Among the highlights of the tests done against sites and apps of 100 institutions in 22 countries:
- Seven e-banking web applications had known and exploitable vulnerabilities;
- The oldest unpatched vulnerability found had been publicly disclosed since 2011;
- All of the banks had security vulnerabilities or issues related to forgotten subdomains;
- 85 e-banking web application failed ImmuniWeb’s GDPR compliance test;
- 49 e-banking web applications failed the test suite’s PCI DSS compliance test;
- 25 e-banking web applications weren’t protected by a Web Application Firewall.
- 92 per cent of 55 mobile banking applications tested contained at least one medium-risk security vulnerability, while 20 per cent contained at least one high-risk security vulnerability.
The report described these particular findings “disturbing”.
Overall the results led ImmuniWeb to conclude 97 per cent of the largest banks are vulnerable to web or mobile attacks.
The study, released Wednesday, shows “even the largest financial institutions do not have up-to-date holistic, comprehensive visibility across their assets,” said ImmuniWeb CEO Ilia Kolochenko. “In our experience financial institutions usually invest quite a bit of resources to maintain their cyber security compared to other industries.” But, he added, “in certain financial institutions we definitely observe a shift from practical cyber security to [meeting] compliance only.”
The study of the biggest global financial institutions as rated by Standard and Poor — including five Canadian banks — was released Wednesday by Geneva-based ImmuniWeb, which sells asset inventory, application monitoring and penetration tools.
The non-invasive tests were done using free version of the company’s suite of tools.

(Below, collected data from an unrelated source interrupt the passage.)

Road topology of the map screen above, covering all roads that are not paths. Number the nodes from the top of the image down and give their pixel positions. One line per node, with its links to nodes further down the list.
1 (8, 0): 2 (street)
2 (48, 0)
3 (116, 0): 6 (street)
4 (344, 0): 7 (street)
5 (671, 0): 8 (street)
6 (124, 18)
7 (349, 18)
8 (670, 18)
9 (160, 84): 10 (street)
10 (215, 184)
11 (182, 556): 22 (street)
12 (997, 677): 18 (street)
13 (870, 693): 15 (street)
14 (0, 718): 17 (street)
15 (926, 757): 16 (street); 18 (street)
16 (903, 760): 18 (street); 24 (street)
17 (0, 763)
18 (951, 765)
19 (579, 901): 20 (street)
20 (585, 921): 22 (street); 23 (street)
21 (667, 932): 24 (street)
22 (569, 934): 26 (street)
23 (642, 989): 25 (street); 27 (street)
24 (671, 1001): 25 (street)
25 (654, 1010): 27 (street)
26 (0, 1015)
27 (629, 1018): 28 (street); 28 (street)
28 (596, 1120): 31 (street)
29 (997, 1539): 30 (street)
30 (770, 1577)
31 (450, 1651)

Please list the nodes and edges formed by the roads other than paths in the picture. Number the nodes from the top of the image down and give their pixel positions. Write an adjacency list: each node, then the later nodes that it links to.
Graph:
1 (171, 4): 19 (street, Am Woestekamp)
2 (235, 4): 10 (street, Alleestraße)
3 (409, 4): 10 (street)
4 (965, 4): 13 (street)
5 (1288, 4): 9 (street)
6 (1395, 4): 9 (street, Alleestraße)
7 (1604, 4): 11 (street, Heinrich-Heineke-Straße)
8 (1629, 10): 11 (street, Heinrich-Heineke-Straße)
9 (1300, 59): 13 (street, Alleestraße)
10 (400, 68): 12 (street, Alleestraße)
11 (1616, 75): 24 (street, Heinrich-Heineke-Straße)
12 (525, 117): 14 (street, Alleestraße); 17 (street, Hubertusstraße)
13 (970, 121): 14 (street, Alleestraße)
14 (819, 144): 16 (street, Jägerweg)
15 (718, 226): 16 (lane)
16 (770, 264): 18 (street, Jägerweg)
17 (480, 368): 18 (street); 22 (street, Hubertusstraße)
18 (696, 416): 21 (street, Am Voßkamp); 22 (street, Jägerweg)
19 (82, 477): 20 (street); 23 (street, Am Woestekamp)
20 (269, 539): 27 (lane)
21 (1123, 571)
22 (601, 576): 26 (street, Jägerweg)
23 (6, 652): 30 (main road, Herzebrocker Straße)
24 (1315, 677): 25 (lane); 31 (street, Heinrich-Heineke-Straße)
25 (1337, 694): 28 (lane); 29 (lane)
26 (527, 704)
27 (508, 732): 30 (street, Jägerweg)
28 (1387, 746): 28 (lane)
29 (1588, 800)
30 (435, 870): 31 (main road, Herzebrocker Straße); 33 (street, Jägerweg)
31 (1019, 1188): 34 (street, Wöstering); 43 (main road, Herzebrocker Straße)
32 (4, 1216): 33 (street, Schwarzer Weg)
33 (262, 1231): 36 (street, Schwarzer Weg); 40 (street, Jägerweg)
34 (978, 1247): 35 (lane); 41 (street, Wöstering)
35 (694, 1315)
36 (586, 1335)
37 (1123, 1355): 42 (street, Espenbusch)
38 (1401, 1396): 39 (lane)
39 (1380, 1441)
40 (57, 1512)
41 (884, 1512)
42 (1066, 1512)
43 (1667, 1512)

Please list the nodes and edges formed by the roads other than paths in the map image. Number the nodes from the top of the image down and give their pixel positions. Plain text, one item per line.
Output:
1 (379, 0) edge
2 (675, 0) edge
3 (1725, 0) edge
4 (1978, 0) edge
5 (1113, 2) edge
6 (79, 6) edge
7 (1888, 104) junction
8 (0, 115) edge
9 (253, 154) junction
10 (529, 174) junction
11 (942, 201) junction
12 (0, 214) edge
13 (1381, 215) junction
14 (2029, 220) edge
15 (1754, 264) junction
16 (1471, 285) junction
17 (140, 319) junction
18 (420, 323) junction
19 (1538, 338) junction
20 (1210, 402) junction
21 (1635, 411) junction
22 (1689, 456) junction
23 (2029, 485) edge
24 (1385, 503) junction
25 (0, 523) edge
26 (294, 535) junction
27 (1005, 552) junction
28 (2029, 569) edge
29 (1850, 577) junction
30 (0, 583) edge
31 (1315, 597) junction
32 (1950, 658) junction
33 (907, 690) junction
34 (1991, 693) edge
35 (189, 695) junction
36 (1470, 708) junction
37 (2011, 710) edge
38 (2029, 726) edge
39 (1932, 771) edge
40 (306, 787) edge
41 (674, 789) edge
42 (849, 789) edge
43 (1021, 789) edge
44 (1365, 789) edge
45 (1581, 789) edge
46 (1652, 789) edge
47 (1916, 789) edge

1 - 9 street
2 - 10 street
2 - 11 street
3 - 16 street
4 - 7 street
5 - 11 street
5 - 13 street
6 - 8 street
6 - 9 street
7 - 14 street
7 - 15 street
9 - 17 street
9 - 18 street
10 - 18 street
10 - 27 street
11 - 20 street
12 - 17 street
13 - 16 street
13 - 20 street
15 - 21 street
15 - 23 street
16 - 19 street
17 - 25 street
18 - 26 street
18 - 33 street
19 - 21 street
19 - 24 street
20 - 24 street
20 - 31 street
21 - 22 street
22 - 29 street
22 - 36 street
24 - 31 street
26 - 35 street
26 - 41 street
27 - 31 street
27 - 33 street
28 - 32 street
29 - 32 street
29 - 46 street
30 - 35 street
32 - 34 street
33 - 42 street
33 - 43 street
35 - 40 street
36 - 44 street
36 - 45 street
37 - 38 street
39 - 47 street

Examined and scored were institutions’ main websites, over 2,300 of their sub-domains, 102 e-banking web applications, 55 mobile banking apps and 298 back end APIs of the mobile banking applications.
The tests scored these assets for SSL security, website security, mobile app security and phishing. A server starts with a score of 100, and then points were deducted for problems — for example, for not complying with PCI, HIPAA or NIST guidelines.
Other experts and vendors might have scored or measured sites and applications differently, resulting in different rankings.
In the ImmuniWeb rankings only four of the 100 bank websites had a score of A+ (no single issue or misconfiguration found). Forty had “minuscule” issues; and another 20 had several minor issues. However 31 had security vulnerabilities or several serious misconfigurations, and five had exploitable and publicly-known security vulnerabilities.
Security of sub-domains was worse: Of the 2,366 sub-domains studied, over half (1,408) had security vulnerabilities or several serious misconfigurations.
Of the 102 e-banking websites, 40 had security vulnerabilities or several serious misconfigurations.
The 55 mobile banking apps were tested for meeting the Open Web Application Security Project (OWASP) top 10 security and privacy issues. All had at least one low-risk security vulnerability, 92 per cent had at least one medium-risk security vulnerability and 20 per cent had at least one high-risk security vulnerability.
CISOs have to ensure there is visibility across all hardware and software assets, Kolochenko said, followed by continuous security monitoring.